Work out how many lines below contain the word "nodes". Only the number is wanted.
### DATASET ENTRIES
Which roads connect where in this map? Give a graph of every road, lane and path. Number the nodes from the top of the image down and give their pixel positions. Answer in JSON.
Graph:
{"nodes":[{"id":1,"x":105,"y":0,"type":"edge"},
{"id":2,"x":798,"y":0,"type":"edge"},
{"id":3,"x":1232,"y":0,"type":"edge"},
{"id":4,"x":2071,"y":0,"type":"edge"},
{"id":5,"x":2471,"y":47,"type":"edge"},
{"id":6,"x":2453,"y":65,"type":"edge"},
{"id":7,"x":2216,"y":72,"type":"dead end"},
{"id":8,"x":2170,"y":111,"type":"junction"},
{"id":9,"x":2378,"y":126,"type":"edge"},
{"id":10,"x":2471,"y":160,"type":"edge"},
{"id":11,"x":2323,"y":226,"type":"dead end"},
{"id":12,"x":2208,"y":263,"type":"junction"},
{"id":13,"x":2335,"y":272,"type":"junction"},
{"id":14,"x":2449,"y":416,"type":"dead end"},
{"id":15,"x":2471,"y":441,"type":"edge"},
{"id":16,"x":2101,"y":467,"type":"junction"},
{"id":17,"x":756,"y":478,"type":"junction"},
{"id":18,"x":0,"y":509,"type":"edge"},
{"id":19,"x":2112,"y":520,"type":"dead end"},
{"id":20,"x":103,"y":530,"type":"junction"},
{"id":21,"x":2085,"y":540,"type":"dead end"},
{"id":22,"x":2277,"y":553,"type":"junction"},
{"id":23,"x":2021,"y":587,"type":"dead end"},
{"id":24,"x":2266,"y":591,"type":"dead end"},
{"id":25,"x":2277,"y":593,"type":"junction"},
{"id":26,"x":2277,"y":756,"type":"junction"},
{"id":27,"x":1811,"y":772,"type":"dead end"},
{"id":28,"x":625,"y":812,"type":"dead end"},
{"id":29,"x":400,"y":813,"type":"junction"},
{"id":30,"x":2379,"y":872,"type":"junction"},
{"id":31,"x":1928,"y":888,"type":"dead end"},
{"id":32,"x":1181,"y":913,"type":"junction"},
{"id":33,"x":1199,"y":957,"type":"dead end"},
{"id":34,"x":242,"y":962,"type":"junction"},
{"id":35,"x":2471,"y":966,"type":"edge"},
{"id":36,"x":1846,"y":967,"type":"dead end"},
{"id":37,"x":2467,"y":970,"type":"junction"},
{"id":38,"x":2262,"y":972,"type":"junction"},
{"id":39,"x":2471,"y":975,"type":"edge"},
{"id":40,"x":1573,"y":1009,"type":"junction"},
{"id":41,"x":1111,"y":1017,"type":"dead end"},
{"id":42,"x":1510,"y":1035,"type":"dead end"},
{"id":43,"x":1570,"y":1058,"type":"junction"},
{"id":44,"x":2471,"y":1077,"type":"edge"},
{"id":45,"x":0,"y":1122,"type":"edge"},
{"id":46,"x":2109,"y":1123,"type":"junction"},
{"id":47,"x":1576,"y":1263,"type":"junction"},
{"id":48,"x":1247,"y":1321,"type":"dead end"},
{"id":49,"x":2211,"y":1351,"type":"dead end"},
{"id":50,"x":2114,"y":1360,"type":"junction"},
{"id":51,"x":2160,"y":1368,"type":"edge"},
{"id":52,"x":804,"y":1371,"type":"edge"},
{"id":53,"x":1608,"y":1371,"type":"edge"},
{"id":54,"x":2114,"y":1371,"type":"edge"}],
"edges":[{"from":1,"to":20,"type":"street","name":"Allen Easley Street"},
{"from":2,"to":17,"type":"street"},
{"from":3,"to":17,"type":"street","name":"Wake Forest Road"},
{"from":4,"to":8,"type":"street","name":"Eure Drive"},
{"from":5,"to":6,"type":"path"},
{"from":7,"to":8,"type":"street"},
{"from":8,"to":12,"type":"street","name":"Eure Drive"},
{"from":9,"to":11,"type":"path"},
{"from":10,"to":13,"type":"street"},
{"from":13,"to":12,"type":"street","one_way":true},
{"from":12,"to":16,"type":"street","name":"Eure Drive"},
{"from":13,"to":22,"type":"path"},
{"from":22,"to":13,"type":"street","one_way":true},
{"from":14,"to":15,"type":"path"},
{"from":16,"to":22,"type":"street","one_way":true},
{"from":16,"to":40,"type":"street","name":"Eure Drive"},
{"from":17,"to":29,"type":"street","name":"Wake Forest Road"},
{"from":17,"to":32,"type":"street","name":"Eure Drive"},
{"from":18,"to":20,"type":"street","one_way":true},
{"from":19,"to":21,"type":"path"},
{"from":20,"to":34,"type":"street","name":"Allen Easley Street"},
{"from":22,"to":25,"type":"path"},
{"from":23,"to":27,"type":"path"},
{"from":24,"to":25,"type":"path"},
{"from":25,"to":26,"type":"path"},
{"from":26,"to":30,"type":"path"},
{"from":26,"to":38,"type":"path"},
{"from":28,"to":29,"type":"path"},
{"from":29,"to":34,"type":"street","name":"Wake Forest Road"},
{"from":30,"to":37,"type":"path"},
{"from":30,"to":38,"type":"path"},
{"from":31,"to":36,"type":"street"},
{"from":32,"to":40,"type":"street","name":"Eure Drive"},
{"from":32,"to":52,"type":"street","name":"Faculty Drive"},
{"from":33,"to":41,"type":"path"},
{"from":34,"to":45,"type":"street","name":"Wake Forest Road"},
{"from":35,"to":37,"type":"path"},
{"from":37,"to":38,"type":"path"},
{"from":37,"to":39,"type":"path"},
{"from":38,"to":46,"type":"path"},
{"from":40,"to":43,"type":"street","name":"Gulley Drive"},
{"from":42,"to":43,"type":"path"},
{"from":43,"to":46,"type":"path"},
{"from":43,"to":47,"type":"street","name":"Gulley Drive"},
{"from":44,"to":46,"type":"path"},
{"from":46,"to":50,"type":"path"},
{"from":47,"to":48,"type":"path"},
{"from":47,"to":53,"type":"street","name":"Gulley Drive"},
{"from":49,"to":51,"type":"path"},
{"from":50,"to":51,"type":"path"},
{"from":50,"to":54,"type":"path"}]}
######
▶ **TASK RESULT**
2